Egypt received $5.9bn from 2010-23
Report from IAE and other agencies
World renewables financing totals $222bn
Egypt was among the top regional recipients of international finance for renewables projects between 2010 and 2023 as flows in the Western Asia and Northern Africa region rose by 12 percent, the International Energy Agency said in a joint report with other agencies.
Egypt attracted a cumulative $5.9 billion in renewables financing between 2010-23 while Morocco received $5.6 billion, according to a report published on Wednesday. However, Egypt’s global rank dropped from third place in 2022 to 23rd in 2023.
The report was released by the agencies overseeing the UN’s Sustainable Development Goal 7, which calls for “affordable, reliable, sustainable and modern energy for all” by 2030.
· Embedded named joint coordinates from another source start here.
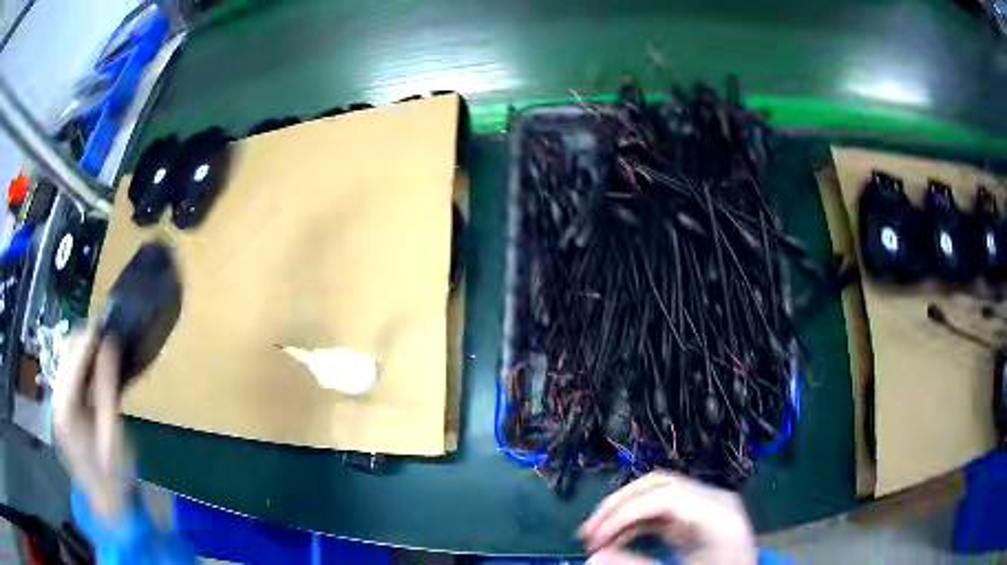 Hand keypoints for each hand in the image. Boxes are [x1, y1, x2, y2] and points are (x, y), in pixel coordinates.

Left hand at [53, 321, 131, 519]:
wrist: (112, 510)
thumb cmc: (115, 475)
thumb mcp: (114, 431)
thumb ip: (108, 385)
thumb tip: (110, 342)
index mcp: (65, 408)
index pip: (73, 359)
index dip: (88, 337)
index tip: (106, 319)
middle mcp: (56, 403)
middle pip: (66, 358)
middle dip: (85, 343)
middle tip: (109, 336)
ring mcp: (59, 410)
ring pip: (67, 367)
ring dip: (84, 356)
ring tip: (105, 351)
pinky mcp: (65, 416)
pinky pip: (71, 382)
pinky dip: (83, 372)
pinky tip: (97, 374)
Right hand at [579, 472, 755, 564]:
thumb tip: (593, 558)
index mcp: (718, 512)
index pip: (666, 497)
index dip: (624, 513)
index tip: (593, 539)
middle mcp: (714, 500)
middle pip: (661, 485)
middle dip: (619, 505)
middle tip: (588, 532)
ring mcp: (707, 505)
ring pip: (657, 494)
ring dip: (623, 513)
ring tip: (595, 537)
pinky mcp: (697, 517)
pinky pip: (661, 510)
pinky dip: (636, 522)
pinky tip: (616, 539) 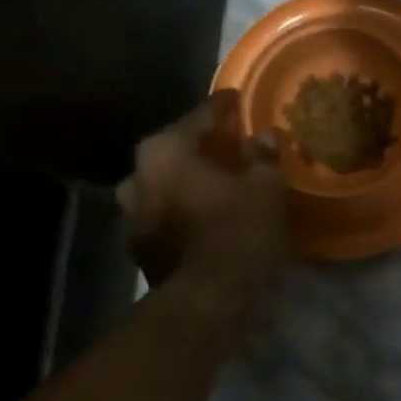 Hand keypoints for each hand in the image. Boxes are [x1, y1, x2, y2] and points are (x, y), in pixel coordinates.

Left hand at [116, 90, 288, 302]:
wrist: (205, 302)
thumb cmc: (236, 233)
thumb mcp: (265, 189)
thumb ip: (262, 157)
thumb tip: (262, 137)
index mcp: (166, 151)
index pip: (200, 116)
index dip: (224, 107)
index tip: (239, 98)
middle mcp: (140, 176)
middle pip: (176, 149)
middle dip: (203, 146)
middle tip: (232, 143)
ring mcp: (134, 215)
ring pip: (167, 184)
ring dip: (191, 180)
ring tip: (220, 181)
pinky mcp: (142, 248)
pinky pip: (168, 214)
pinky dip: (187, 209)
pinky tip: (210, 215) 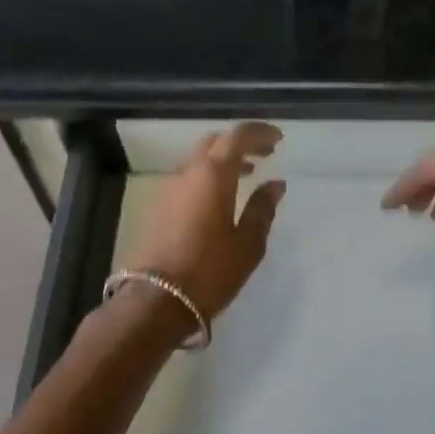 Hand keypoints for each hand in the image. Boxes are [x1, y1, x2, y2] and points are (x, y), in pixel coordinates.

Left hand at [122, 122, 285, 320]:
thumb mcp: (247, 244)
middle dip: (240, 144)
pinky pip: (187, 180)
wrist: (155, 301)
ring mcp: (168, 191)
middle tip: (264, 155)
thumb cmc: (210, 272)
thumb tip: (274, 184)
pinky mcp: (158, 209)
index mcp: (212, 175)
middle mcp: (187, 174)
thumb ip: (261, 210)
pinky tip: (221, 200)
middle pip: (214, 143)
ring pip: (198, 161)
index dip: (259, 133)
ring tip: (246, 176)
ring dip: (222, 161)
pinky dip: (208, 178)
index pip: (237, 136)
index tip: (278, 139) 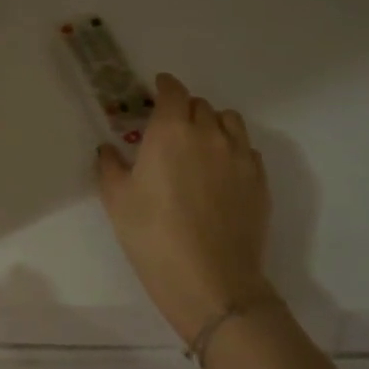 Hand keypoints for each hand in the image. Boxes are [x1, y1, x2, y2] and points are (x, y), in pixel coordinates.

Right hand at [96, 73, 277, 344]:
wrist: (211, 282)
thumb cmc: (153, 237)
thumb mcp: (117, 201)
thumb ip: (110, 166)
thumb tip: (109, 149)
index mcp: (170, 131)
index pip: (173, 91)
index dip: (165, 86)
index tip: (158, 90)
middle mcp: (208, 134)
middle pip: (200, 105)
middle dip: (184, 109)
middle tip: (172, 129)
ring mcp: (239, 156)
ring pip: (229, 121)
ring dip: (213, 124)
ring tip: (202, 145)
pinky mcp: (259, 181)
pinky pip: (247, 150)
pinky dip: (233, 150)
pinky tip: (222, 173)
Western Asia and Northern Africa, which groups 26 countries, attracted a cumulative $27.8 billion out of a world total of $222.4 billion, the study said.
Financial flows to Western Asia and Northern Africa rose 32 percent year on year to $2.7 billion in 2023, with solar taking a 40 percent share of the total and wind 17 percent. Egypt, Turkey, Tunisia and Morocco were the top four recipients in the region.
Iraq, Syria and Sudan were among the region’s lowest recipients with less than 10 US cents per capita in 2023. Yemen received the least, less than a tenth of a cent per capita.
Saudi Arabia, ranked among the top 20 energy-consuming countries, more than doubled its share of renewable power year on year in 2022, but that share was just 0.15 percent of the country’s total energy consumption.
Between 2021 and 2023, the increase in renewables capacity helped boost electrification in Western Asia and Northern Africa to 10.3 million people, when the annual population increase was 8.2 million.
Higher levels of funding coincided with greater growth in renewables-generating capacity, which more than doubled 181 watts per capita in 2023 from 2013, while globally it grew by 120 percent to 478 watts per capita, the report said.